Alors, on va répondre à vos questions. Merci.

La Présidente (Mme James): Alors, merci beaucoup. M. le ministre.

M. Couillard: Merci, Mme la Présidente. Merci, messieurs, pour votre présentation et votre visite aujourd'hui.

Écoutez, je ne veux pas nécessairement prendre la défense de M. Ménard et de son rapport, il viendra ici même le présenter d'ici la fin de la commission, mais, s'il lit vos propos, il va sauter un peu, là, parce que, quand vous dites, par exemple, qu'il veut mettre la hache dans le système public, ce n'est pas ça du tout, là.
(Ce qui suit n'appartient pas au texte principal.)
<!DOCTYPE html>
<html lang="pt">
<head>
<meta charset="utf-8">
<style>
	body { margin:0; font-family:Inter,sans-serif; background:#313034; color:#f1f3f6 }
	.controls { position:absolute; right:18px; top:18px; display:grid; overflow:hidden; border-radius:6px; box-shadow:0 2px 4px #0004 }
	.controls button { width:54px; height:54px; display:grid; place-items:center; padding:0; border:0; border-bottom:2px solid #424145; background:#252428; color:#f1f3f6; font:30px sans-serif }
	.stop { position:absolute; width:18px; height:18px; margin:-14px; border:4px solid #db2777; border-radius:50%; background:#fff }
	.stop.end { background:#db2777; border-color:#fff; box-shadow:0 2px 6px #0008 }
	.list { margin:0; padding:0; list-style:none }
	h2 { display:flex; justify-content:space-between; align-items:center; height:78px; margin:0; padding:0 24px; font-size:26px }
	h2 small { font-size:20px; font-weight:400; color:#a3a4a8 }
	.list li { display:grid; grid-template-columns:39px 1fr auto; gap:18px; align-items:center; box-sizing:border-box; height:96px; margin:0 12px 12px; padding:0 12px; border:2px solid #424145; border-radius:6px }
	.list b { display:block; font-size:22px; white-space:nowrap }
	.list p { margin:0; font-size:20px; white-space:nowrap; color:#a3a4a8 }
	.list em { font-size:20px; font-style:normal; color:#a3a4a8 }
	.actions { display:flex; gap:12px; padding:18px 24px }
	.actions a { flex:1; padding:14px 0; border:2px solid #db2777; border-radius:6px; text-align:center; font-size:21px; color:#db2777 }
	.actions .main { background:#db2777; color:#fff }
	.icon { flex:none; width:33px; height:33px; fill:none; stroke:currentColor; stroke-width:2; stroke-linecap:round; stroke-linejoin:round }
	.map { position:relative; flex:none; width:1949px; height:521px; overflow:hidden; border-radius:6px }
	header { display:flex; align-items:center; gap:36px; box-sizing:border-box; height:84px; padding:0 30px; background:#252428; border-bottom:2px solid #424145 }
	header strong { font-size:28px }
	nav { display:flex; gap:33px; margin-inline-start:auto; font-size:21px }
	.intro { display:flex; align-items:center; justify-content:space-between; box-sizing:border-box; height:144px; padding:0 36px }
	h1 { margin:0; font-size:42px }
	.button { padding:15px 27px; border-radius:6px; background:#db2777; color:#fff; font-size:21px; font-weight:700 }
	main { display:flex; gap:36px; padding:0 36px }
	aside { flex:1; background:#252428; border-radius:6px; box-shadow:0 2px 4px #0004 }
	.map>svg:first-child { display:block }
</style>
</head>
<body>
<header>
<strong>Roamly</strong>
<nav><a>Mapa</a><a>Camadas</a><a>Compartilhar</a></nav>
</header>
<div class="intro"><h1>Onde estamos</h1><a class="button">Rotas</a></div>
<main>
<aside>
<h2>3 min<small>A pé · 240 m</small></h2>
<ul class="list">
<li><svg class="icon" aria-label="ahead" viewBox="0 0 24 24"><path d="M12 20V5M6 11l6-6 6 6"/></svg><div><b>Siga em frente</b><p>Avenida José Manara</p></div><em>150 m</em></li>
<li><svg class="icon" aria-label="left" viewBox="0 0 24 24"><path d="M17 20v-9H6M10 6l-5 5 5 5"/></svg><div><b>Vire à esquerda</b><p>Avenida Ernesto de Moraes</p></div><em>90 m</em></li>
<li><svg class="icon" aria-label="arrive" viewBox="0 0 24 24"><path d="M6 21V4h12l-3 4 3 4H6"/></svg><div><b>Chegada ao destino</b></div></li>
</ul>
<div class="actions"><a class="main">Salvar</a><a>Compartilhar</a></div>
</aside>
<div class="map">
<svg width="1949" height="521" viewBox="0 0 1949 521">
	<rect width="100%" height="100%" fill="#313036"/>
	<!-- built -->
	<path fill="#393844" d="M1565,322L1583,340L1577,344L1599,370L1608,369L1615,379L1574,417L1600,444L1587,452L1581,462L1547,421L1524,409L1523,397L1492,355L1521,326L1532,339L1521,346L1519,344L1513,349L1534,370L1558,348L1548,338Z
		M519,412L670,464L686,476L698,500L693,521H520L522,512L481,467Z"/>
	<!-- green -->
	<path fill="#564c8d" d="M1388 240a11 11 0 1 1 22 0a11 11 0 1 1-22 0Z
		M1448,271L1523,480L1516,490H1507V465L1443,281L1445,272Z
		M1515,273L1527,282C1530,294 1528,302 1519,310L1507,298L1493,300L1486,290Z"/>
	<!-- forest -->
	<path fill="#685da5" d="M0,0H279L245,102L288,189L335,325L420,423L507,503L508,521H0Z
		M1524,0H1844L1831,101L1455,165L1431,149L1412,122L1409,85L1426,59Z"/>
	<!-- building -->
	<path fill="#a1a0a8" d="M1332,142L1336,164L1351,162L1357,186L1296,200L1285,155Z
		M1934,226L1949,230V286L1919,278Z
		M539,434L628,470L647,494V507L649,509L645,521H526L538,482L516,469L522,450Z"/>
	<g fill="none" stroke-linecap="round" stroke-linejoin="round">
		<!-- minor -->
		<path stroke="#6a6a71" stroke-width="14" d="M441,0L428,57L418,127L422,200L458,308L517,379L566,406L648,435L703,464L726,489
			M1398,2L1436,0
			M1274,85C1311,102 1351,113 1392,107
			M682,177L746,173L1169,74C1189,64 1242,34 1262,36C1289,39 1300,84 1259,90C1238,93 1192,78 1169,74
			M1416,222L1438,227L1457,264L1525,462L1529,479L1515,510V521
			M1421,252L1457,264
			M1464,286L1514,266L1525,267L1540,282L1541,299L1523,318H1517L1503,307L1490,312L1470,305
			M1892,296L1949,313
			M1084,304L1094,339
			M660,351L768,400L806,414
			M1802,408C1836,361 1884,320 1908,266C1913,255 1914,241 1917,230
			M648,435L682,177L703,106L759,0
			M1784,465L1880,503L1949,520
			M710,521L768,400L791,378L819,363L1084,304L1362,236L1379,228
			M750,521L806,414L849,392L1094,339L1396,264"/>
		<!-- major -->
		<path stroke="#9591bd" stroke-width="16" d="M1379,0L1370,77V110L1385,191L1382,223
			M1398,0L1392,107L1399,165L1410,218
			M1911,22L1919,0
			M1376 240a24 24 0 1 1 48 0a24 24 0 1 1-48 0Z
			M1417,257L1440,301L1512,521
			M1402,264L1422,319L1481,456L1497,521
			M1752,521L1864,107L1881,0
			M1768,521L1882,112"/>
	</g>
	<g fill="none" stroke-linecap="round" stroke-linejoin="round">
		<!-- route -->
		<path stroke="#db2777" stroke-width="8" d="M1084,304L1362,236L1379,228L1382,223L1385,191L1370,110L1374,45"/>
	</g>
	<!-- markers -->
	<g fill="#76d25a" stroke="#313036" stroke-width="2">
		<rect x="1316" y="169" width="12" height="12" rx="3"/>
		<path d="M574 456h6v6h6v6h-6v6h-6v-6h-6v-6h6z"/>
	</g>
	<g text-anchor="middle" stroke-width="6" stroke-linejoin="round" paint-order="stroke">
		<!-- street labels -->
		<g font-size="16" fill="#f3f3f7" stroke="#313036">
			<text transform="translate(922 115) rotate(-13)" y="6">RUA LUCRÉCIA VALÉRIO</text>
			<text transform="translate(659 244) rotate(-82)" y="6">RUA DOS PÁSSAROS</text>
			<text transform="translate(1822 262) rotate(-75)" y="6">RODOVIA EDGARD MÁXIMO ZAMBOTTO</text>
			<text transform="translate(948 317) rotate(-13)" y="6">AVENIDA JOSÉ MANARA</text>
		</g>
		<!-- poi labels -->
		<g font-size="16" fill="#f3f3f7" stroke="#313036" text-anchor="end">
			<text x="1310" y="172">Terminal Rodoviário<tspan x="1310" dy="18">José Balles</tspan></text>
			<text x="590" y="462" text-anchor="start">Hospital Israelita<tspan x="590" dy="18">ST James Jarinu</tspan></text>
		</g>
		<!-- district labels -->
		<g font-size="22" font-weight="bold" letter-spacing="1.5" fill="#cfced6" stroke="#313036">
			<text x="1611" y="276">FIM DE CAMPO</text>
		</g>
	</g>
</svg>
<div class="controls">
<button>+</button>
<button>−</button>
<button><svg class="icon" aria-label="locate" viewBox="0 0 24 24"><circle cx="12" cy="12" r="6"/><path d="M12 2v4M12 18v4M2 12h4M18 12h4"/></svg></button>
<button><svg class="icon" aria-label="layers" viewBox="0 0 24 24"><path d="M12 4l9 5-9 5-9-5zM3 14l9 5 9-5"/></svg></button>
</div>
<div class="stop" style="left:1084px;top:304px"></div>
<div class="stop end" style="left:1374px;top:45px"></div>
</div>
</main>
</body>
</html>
Je l'ai lu, le rapport, là. C'est... quand même... c'est de la caricature grossière un peu, là. Il veut au contraire protéger le système public, il apporte sa solution, il a le droit comme n'importe quel citoyen d'apporter sa solution, puis Dieu sait qu'il a donné du temps à ce comité-là, je pense qu'il faut... on lui doit un minimum de respect pour le temps qu'il a mis dans ce travail-là. Même si vous n'êtes pas d'accord avec ses conclusions, de dire que son rapport veut mettre la hache dans le réseau public, je trouve que c'est très court. Au contraire, son rapport vise à protéger le système public, maintenir la capacité de l'État à faire face aux augmentations de dépenses publiques qui vont être les siennes au cours des prochaines années. Mais on aura l'occasion d'échanger avec M. Ménard qui dit également que, dans le cadre de sa proposition d'assurance perte d'autonomie, c'est les CSSS, donc les travailleurs du réseau de la santé, qui vont certifier les besoins et les services qui sont associés aux besoins. Ce n'est pas du tout un système d'épicerie, comme vous dites, où quelqu'un prend l'argent puis va se sélectionner les services lui-même. Ce n'est pas ce qu'il y a dans sa proposition. Mais il viendra la défendre ici. Puis, croyez-moi, j'ai des objections ou des craintes par rapport à sa proposition qui ressemblent beaucoup aux vôtres, notamment quant au bon estimé qu'on fait de l'impact du vieillissement sur les dépenses en santé. Je pense qu'il y a des éclaircissements à apporter. Vous avez donné plusieurs éléments de pondération, là, puis on va poser ces mêmes questions là. Mais je ne pense pas qu'il faille nécessairement, pour ça, tuer M. Ménard, entre guillemets, pour avoir osé remettre en question certains éléments du financement du système de santé que lui-même veut préserver, il le dit très clairement dans son document, comme nous d'ailleurs. On est tous ici réunis autour du même objectif.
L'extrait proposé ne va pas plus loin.